Memorial do Poder Judiciário Piauiense, por desembargador Edvaldo Moura

Publicado por: Vanessa Mendonça

 
 

Desembargador Edvaldo Pereira de Moura
Professor da UESPI e Diretor da ESMEPI

Em 2011, quando presidíamos ao mais que centenário Tribunal de Justiça do Piauí, instituímos o Memorial do Poder Judiciário e ao fazê-lo, no preâmbulo de nossa exposição, depois de indagar sobre o que havia sido feito da memória da Justiça piauiense, acicatado por algo que nos inquietava, dissemos, então:

Onde está e o que foi feito da memória do nosso Judiciário? Será que ela não existe? Ou ela não representa muita importância no seu quadro existencial, que já remonta há alguns séculos de sua longa e penosa história? Se a temos, quais os cuidados merecidos por ela, durante todos esses anos? E qual a prova de que dispomos sobre a sua real existência?

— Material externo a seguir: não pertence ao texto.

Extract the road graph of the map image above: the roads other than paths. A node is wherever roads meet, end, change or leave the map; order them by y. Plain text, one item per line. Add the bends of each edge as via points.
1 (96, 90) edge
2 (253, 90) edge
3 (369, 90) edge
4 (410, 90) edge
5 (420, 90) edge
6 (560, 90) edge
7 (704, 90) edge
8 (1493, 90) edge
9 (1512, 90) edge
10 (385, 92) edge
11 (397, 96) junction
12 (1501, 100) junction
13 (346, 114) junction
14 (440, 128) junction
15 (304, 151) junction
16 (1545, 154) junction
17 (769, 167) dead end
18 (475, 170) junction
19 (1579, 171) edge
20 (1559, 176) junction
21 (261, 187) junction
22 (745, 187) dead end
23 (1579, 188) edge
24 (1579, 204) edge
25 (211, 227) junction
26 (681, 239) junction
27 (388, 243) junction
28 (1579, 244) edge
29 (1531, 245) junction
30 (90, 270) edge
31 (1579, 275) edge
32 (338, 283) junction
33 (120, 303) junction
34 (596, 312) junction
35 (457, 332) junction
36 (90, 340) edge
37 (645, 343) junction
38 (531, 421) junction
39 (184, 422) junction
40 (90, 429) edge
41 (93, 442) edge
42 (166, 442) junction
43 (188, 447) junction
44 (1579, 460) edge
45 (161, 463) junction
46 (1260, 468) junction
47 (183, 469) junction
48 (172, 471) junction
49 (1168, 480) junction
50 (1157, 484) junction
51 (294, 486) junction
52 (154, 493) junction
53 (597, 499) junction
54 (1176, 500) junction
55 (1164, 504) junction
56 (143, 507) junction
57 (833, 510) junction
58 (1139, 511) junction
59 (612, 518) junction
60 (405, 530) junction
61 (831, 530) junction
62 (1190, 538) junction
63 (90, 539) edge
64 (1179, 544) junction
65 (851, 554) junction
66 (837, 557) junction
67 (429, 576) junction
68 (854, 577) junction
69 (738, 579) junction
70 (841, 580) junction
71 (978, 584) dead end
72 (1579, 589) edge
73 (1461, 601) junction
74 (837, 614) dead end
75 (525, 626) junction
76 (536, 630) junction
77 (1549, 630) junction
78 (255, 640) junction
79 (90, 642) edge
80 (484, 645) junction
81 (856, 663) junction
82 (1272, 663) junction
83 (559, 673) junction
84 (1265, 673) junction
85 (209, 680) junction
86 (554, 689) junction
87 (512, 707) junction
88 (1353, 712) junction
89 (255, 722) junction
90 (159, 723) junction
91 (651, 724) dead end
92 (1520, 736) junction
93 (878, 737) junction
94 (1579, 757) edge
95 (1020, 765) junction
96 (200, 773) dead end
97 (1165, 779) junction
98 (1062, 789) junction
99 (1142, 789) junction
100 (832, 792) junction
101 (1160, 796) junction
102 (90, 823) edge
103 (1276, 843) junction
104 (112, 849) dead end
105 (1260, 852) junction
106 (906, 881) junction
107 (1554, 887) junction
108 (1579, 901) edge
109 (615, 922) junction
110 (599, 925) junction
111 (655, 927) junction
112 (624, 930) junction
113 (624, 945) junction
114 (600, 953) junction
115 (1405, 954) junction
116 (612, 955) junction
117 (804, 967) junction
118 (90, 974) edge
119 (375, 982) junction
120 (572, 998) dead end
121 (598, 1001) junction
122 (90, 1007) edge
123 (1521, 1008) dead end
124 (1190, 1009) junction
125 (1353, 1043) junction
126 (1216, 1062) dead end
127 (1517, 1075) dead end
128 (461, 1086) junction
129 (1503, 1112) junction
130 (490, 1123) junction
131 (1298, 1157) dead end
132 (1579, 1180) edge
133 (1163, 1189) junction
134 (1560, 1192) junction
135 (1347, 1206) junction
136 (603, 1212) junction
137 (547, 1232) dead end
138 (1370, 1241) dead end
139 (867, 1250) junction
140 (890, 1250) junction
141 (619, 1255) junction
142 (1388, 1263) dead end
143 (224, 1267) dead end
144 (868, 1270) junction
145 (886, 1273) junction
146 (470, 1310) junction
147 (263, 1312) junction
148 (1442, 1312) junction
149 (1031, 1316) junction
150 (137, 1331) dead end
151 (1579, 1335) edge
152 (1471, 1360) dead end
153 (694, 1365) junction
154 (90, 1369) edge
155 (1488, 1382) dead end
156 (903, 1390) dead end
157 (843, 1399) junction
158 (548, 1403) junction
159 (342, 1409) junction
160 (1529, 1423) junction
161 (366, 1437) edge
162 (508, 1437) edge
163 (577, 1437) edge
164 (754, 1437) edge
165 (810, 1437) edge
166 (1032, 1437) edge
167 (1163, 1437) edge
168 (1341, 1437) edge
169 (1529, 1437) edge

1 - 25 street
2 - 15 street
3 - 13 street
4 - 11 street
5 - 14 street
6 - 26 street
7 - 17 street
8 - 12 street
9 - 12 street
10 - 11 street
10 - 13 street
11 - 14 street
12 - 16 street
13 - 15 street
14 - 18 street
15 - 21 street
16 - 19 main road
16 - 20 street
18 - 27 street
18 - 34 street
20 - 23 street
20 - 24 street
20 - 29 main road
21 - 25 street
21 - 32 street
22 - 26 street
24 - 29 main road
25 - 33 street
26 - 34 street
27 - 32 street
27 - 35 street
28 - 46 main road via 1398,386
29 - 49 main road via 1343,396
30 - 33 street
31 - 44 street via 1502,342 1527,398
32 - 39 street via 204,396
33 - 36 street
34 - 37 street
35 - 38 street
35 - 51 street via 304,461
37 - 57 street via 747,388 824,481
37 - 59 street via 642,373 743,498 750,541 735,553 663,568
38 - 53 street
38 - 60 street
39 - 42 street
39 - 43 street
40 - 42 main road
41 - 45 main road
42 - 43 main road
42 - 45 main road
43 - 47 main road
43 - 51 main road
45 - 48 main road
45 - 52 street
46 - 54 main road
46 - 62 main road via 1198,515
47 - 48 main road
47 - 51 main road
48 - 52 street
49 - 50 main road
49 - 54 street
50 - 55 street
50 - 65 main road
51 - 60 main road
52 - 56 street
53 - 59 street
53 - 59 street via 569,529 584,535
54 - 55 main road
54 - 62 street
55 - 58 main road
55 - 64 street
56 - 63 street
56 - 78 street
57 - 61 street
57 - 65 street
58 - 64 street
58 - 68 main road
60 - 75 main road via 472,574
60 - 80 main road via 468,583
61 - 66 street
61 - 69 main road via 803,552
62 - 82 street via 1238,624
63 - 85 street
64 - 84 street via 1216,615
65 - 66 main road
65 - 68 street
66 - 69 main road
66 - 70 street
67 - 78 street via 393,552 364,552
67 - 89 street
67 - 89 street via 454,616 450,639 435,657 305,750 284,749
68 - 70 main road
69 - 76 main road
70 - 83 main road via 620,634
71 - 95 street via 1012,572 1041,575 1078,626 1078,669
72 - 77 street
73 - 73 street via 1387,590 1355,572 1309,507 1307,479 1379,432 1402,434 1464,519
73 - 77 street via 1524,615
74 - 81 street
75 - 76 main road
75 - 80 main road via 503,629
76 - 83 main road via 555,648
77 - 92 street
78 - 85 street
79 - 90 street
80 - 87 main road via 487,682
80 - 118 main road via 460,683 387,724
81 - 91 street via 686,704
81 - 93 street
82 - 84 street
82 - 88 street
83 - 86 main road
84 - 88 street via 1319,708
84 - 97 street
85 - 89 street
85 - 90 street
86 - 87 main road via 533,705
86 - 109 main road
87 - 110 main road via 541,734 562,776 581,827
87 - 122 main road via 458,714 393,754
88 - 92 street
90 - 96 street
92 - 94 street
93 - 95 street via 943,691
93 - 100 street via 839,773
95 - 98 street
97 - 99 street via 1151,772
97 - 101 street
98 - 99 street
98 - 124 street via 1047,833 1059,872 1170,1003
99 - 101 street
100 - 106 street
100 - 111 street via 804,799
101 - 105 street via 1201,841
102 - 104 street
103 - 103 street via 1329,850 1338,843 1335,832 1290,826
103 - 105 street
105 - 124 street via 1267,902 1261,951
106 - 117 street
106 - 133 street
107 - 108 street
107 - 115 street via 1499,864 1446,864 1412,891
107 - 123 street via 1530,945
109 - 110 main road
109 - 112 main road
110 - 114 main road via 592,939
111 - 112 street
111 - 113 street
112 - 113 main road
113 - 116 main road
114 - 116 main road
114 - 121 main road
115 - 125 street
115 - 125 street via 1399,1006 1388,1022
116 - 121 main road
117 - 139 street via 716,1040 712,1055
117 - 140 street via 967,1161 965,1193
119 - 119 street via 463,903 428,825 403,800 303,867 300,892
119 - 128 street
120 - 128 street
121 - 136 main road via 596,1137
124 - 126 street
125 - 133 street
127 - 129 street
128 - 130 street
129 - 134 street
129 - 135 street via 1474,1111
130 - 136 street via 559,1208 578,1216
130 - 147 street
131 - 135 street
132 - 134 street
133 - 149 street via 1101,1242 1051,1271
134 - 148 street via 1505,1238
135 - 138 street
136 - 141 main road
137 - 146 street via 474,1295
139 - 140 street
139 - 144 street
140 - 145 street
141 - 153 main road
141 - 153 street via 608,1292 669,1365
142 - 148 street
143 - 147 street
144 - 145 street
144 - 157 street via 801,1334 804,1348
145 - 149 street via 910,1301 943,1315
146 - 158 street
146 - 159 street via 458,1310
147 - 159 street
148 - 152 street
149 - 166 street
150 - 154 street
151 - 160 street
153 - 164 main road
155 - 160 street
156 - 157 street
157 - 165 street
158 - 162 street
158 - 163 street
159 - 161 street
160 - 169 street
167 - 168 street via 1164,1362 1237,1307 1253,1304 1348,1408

O ínclito mestre de todos nós, Professor Arimathéa Tito Filho, de honrada e saudosa memória, afirmou, certa feita, que a história do Tribunal de Justiça do Piauí lembra instantes de coragem, de sacrifício e de heroísmo espiritual.

O nosso inesquecível e erudito Desembargador Vicente Ribeiro Gonçalves registrou, para a posteridade: Despachado para municípios longínquos, de precaríssimos meios de transportes e comunicação, o magistrado piauiense ali se encontrava ilhado e como que isolado do restante do mundo quando, então, começava sua tarefa paralela à das funções específicas de julgador: fundar colégios, criar sociedades recreativas, esportivas e literárias, organizar bibliotecas, promover solenidades cívico-patrióticas, estimular e realizar apresentações teatrais e muitas outras, como José Vidal de Freitas, João Nonon de Moura Fontes Ibiapina, Paulo de Tarso Mello e Freitas, José de Anchieta Mendes de Oliveira e Aldemar Soares Lima, apenas para exemplificar.

Nas décadas de 1910 a 1960, muitos estabelecimentos de ensino surgiram em nosso Estado, neles se encontrando sempre, como protagonistas, as figuras atuantes e criativas dos nossos magistrados.

E onde se encontra, pelo menos, a história desses heróis do nosso processo civilizatório?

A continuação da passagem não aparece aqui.